URI encoding / decoding APIs usually "aggressively" percent-encode characters, as demonstrated in the following example. Note how the circumflexes '^' (%5E), square brackets '[' (%5B) ']' (%5D) and double-quotes '"' (%22) are also percent-encoded (due to their "unsafe" / "unwise" nature within URIs) :

#epubcfi(/6/4!/4/10/2/1:3%5B%D0%A4-%22spa%20ce%22-99%25-aa%5E%5Bbb%5E%5D%5E%5E%5D)

 3 EPUB CFI Processing

 3.1 Path Resolution

The process of resolving an EPUB CFI to a location within an EPUB Publication begins with the root package element of the Package Document. Each step in the CFI is then processed one by one, left to right, applying the rules defined in the following subsections.

note

The EPUB CFI examples in the following subsections are based on the sample documents in Examples.

 3.1.1 Step Reference to Child Element or Character Data (/)

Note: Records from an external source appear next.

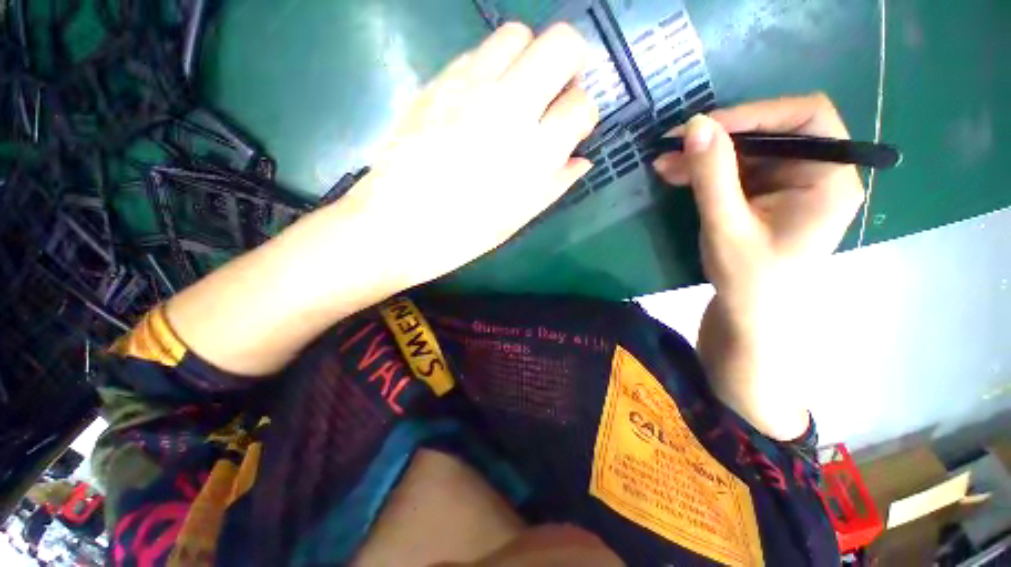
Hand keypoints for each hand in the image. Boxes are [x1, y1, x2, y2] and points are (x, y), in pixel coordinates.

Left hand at [348, 22, 598, 288]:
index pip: (581, 105)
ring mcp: (470, 88)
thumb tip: (581, 159)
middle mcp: (509, 109)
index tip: (570, 127)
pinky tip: (481, 100)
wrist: (398, 225)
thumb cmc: (463, 233)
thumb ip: (555, 183)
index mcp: (534, 154)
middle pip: (561, 44)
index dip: (581, 114)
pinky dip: (490, 67)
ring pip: (517, 35)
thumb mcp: (518, 217)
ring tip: (516, 92)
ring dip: (527, 58)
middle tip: (553, 93)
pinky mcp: (437, 81)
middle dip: (568, 64)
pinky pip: (476, 52)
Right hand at [652, 95, 864, 439]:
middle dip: (719, 138)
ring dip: (704, 156)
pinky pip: (735, 171)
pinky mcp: (765, 196)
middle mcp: (816, 173)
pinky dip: (705, 171)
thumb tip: (694, 124)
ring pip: (747, 152)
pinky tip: (676, 174)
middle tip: (671, 146)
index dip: (755, 113)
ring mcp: (789, 185)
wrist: (747, 317)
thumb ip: (713, 176)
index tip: (705, 127)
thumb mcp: (727, 227)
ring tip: (664, 163)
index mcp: (829, 179)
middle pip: (770, 133)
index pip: (806, 117)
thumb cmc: (748, 280)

A step with a slash (/) followed by a positive integer refers to either a child element or a chunk of character data, as per the rules defined herein:

  • [XML] content other than element and character data is ignored. Note that as per the [XML] specification, character data inside CDATA sections is included, and conversely, XML comments are ignored.

  • [XML] character data that corresponds to insignificant whitespace (typically used for markup formatting/indenting) is preserved. Character and entity references are considered expanded, and character data is obtained from the "included replacement text" (as per the terminology defined in the [XML] specification).

  • [XML] character data that is interspersed amongst sibling child elements (i.e., "mixed content" context) is logically organised into (potentially-empty) chunks of contiguous character data: the first chunk is located before the first child element (left sibling), the last chunk is located after the last child element (right sibling), and there is one chunk between each pair of child elements. When there are no child elements, there is one (potentially-empty) chunk of character data. Consecutive (potentially-empty) chunks of character data are each assigned odd indices (i.e., starting at 1, followed by 3, etc.).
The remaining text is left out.